(Material provided begins)

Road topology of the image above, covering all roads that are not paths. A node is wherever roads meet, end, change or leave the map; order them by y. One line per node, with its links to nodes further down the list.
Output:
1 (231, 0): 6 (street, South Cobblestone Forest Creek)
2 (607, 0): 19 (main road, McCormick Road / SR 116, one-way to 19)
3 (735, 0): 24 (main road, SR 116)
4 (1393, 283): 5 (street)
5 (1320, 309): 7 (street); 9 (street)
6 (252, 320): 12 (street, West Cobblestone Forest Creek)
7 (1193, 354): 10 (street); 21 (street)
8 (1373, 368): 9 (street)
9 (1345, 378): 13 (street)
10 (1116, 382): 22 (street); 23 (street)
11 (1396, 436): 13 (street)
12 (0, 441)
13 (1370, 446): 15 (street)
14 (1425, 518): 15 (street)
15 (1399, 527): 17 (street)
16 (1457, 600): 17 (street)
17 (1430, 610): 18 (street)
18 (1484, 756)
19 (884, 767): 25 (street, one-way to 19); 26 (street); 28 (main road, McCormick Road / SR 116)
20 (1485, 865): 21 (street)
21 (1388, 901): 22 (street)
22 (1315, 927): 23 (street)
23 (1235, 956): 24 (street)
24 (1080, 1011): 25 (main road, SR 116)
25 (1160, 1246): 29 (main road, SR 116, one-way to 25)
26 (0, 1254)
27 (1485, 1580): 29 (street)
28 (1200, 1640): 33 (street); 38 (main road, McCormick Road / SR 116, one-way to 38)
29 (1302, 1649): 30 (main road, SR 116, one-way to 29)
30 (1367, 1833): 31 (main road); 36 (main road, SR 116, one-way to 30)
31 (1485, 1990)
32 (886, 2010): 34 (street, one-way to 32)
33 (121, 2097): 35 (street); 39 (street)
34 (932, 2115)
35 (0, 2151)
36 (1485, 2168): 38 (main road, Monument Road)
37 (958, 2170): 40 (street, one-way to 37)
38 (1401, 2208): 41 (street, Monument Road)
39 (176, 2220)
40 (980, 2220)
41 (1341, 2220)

(Material provided ends)

[Problem description]
Reproduce all of the data. Leave every line unchanged.

[Result of this exercise]
Road topology of the image above, covering all roads that are not paths. A node is wherever roads meet, end, change or leave the map; order them by y. One line per node, with its links to nodes further down the list.
Output:
1 (231, 0): 6 (street, South Cobblestone Forest Creek)
2 (607, 0): 19 (main road, McCormick Road / SR 116, one-way to 19)
3 (735, 0): 24 (main road, SR 116)
4 (1393, 283): 5 (street)
5 (1320, 309): 7 (street); 9 (street)
6 (252, 320): 12 (street, West Cobblestone Forest Creek)
7 (1193, 354): 10 (street); 21 (street)
8 (1373, 368): 9 (street)
9 (1345, 378): 13 (street)
10 (1116, 382): 22 (street); 23 (street)
11 (1396, 436): 13 (street)
12 (0, 441)
13 (1370, 446): 15 (street)
14 (1425, 518): 15 (street)
15 (1399, 527): 17 (street)
16 (1457, 600): 17 (street)
17 (1430, 610): 18 (street)
18 (1484, 756)
19 (884, 767): 25 (street, one-way to 19); 26 (street); 28 (main road, McCormick Road / SR 116)
20 (1485, 865): 21 (street)
21 (1388, 901): 22 (street)
22 (1315, 927): 23 (street)
23 (1235, 956): 24 (street)
24 (1080, 1011): 25 (main road, SR 116)
25 (1160, 1246): 29 (main road, SR 116, one-way to 25)
26 (0, 1254)
27 (1485, 1580): 29 (street)
28 (1200, 1640): 33 (street); 38 (main road, McCormick Road / SR 116, one-way to 38)
29 (1302, 1649): 30 (main road, SR 116, one-way to 29)
30 (1367, 1833): 31 (main road); 36 (main road, SR 116, one-way to 30)
31 (1485, 1990)
32 (886, 2010): 34 (street, one-way to 32)
33 (121, 2097): 35 (street); 39 (street)
34 (932, 2115)
35 (0, 2151)
36 (1485, 2168): 38 (main road, Monument Road)
37 (958, 2170): 40 (street, one-way to 37)
38 (1401, 2208): 41 (street, Monument Road)
39 (176, 2220)
40 (980, 2220)
41 (1341, 2220)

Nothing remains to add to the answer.